HBM2 & “The World’s Most Scalable GPU Memory Architecture”

With the launch of the Fiji GPU and resulting Radeon R9 Fury products in 2015, AMD became the first GPU manufacturer to ship with first-generation High Bandwidth Memory (HBM). The ultra-wide memory standard essentially turned the usual rules of GPU memory on its head, replacing narrow, high clocked memory (GDDR5) with wide, low clocked memory. By taking advantage of Through Silicon Vias (TSVs) and silicon interposers, HBM could offer far more bandwidth than GDDR5 while consuming less power and taking up less space.

Now for Vega, AMD is back again with support for the next generation of HBM technology, HBM2. In fact this is the very first thing we ever learned about Vega, going back to AMD’s roadmap from last year where it was the sole detail listed for the architecture.

HBM2 builds off of HBM, offering welcome improvements in both bandwidth and capacity. In terms of bandwidth, HBM2 can clock at up to 2Gbps per pin, twice the rate of HBM1. This means that at those clockspeeds (and I’ll note that at least so far we haven’t seen any 2Gbps HBM2), AMD can either double their memory bandwidth or cut the number of HBM stacks they need in half to get the same amount of bandwidth. The latter point is of particular interest, as we’ll get to here in a bit.

But more important still are the capacity increases. HBM1 stacked topped out at 1GB each, which means Fiji could have no more than 4GB of VRAM. HBM2 stacks go much higher – up to 8GB per stack – which means AMD’s memory capacity problems when using HBM have for all practical purposes gone away. AMD could in time offer 8GB, 16GB, or even 32GB of HBM2 memory, which is more than competitive with current GDDR5 memory types.

Meanwhile it’s very interesting to note that with Vega, AMD is calling their on-package HBM stacks “high-bandwidth cache” rather than “VRAM” or similar terms as was the case with Fiji products.

This is a term that can easily be misread – and it’s the one area where perhaps it’s too much of a tease – but despite the name, there are no signals from AMD right now that it’s going to be used as a cache in the pure, traditional sense. Rather, because AMD has already announced that they’re looking into other ideas such as on-card NAND storage (the Radeon Pro SSG), they are looking at memory more broadly.

And this brings us to what AMD is calling “The World’s Most Scalable GPU Memory Architecture”. Along with supporting HBM, AMD has undertaken a lot of under-the-hood work to better support large dataset management between the high bandwidth cache (HBM2), on-card NAND, and even farther out sources like system RAM and network storage.

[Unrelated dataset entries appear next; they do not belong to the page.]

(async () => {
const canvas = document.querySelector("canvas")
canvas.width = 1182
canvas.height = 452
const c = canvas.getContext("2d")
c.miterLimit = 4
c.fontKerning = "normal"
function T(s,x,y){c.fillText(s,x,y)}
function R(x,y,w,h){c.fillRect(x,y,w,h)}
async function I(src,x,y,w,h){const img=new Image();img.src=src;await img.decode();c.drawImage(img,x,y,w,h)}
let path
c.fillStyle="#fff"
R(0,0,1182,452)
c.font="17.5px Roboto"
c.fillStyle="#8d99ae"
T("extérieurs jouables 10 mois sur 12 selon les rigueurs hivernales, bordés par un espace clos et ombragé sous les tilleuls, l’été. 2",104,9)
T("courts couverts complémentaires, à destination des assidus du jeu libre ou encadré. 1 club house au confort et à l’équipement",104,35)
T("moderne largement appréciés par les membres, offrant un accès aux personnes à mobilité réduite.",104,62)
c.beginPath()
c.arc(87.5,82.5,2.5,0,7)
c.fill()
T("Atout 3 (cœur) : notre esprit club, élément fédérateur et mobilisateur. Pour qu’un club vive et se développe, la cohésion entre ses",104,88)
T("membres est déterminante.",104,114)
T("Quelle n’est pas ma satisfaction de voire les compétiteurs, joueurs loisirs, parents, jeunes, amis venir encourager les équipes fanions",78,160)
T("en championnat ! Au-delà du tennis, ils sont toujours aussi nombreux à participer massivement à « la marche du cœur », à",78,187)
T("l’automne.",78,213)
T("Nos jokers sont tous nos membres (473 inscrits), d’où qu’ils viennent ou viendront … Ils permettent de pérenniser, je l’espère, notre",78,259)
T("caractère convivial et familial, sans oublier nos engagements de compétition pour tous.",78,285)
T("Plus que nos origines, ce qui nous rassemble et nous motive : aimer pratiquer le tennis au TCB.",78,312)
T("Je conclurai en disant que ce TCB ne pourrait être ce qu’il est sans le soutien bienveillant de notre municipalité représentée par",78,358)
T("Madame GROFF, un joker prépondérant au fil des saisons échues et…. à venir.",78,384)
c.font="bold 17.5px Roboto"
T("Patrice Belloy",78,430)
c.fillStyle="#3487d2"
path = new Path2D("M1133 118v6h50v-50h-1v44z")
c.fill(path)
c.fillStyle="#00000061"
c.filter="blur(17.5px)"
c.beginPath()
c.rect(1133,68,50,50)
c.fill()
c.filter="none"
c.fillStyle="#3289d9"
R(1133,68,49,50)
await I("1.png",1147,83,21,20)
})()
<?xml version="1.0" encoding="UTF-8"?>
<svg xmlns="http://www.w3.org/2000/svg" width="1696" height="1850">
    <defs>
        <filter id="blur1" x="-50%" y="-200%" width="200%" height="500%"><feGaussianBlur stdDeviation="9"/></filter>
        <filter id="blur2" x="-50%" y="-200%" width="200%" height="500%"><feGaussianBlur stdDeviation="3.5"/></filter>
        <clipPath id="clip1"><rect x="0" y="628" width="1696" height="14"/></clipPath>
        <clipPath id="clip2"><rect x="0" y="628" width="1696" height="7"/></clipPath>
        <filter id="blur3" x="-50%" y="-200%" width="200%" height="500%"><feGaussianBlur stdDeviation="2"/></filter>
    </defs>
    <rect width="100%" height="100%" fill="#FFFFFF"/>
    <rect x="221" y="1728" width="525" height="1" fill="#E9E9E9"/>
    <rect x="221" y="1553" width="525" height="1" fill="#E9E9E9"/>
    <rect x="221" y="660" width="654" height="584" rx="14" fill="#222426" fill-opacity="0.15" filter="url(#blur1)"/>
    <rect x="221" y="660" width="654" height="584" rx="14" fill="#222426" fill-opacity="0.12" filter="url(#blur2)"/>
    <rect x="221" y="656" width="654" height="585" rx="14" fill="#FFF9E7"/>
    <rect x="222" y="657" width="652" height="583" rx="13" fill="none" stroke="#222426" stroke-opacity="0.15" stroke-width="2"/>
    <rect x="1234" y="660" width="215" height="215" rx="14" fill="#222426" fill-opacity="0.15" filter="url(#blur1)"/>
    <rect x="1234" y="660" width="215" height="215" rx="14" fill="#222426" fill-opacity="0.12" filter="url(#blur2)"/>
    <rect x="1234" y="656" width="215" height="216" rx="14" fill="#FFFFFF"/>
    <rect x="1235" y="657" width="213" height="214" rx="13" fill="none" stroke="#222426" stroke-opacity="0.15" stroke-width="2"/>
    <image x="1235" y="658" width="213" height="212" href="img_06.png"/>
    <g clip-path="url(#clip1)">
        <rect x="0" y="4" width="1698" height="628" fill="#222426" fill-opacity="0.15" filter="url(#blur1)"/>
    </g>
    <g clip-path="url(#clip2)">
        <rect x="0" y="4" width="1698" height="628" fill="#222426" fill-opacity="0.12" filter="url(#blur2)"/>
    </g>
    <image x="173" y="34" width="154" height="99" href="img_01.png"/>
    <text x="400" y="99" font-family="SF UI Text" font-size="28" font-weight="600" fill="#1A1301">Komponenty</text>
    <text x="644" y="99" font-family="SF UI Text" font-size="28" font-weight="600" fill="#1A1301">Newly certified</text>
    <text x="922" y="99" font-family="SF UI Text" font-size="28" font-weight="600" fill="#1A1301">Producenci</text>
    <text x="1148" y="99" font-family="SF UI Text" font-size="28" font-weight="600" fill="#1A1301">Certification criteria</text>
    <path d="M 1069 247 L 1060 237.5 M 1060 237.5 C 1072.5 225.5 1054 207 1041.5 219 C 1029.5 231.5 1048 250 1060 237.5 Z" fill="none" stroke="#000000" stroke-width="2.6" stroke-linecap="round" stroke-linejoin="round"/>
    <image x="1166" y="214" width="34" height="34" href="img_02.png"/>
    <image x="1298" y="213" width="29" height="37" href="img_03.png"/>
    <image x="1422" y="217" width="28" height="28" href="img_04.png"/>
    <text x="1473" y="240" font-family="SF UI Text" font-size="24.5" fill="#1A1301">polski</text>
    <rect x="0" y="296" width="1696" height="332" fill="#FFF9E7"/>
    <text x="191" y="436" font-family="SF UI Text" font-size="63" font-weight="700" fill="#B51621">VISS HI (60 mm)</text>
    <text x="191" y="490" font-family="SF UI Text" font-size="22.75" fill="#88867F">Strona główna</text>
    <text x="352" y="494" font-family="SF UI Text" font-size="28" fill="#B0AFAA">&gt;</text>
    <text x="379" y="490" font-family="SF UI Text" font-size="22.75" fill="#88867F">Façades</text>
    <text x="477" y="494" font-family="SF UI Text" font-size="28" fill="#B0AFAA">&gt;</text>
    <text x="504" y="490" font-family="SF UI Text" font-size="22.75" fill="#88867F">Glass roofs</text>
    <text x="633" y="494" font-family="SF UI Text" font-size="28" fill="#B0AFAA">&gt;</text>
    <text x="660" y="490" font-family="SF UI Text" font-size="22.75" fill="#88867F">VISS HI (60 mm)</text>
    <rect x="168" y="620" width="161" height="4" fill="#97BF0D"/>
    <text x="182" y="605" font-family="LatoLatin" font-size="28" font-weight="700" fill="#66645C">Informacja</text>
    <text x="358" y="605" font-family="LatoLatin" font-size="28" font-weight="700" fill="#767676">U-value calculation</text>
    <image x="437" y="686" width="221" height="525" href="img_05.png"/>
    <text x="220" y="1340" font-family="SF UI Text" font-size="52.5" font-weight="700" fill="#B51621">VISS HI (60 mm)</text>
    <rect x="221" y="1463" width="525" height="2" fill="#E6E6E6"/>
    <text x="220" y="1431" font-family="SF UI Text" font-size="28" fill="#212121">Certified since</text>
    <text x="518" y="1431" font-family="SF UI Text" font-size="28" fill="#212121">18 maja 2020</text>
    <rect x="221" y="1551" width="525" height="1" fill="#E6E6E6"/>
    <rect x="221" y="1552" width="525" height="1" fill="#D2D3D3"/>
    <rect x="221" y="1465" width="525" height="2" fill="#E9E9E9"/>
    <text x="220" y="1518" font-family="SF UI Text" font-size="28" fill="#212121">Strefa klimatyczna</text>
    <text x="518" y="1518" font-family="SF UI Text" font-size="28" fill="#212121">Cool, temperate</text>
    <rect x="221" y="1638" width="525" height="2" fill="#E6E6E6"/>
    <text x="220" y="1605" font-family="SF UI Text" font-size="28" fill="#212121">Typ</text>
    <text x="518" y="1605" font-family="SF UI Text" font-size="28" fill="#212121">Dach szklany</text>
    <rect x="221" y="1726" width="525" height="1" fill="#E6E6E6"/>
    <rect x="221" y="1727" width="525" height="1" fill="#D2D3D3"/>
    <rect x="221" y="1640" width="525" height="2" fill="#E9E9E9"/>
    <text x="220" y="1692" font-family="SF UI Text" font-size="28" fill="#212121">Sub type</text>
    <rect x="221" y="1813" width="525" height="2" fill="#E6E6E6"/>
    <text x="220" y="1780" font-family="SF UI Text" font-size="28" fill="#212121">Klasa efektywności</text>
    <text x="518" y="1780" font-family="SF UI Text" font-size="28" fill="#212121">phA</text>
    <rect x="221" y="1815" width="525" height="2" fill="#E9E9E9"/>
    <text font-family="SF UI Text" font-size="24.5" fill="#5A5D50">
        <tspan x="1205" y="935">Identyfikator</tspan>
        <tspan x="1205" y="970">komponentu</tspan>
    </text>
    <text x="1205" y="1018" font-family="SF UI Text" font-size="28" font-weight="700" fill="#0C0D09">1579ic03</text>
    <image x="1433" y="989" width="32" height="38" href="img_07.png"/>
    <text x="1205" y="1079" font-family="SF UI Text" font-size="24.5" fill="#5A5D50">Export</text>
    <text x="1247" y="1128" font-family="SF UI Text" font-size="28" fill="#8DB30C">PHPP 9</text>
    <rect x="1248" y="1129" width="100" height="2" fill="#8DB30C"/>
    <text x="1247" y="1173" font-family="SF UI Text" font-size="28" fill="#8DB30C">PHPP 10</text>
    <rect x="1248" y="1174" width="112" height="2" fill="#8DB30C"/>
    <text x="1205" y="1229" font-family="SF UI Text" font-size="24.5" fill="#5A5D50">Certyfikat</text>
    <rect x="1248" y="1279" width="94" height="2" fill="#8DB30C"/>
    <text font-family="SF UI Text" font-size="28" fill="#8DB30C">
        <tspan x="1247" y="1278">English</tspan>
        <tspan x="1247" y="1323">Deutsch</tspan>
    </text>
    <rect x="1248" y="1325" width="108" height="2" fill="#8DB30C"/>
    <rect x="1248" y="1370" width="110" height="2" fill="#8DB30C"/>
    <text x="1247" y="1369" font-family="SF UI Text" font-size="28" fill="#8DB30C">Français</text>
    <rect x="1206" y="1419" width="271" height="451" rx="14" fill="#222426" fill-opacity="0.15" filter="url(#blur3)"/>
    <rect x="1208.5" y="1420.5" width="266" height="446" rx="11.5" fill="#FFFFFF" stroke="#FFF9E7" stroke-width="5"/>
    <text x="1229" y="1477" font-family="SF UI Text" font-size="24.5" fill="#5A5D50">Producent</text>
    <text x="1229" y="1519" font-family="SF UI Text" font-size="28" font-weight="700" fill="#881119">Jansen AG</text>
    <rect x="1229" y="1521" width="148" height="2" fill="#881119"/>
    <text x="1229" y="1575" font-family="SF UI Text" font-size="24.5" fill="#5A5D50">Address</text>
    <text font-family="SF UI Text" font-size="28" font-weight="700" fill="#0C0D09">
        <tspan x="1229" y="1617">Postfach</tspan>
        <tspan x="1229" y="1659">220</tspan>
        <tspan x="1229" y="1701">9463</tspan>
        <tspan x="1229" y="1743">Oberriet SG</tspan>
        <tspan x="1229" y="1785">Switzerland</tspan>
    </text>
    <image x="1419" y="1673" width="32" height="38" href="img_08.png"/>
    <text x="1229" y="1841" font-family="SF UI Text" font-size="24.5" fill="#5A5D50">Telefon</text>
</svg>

The basic idea here is that, especially in the professional space, data set size is vastly larger than local storage. So there needs to be a sensible system in place to move that data across various tiers of storage. This may sound like a simple concept, but in fact GPUs do a pretty bad job altogether of handling situations in which a memory request has to go off-package.  AMD wants to do a better job here, both in deciding what data needs to actually be on-package, but also in breaking up those requests so that “data management” isn’t just moving around a few very large chunks of data. The latter makes for an especially interesting point, as it could potentially lead to a far more CPU-like process for managing memory, with a focus on pages instead of datasets.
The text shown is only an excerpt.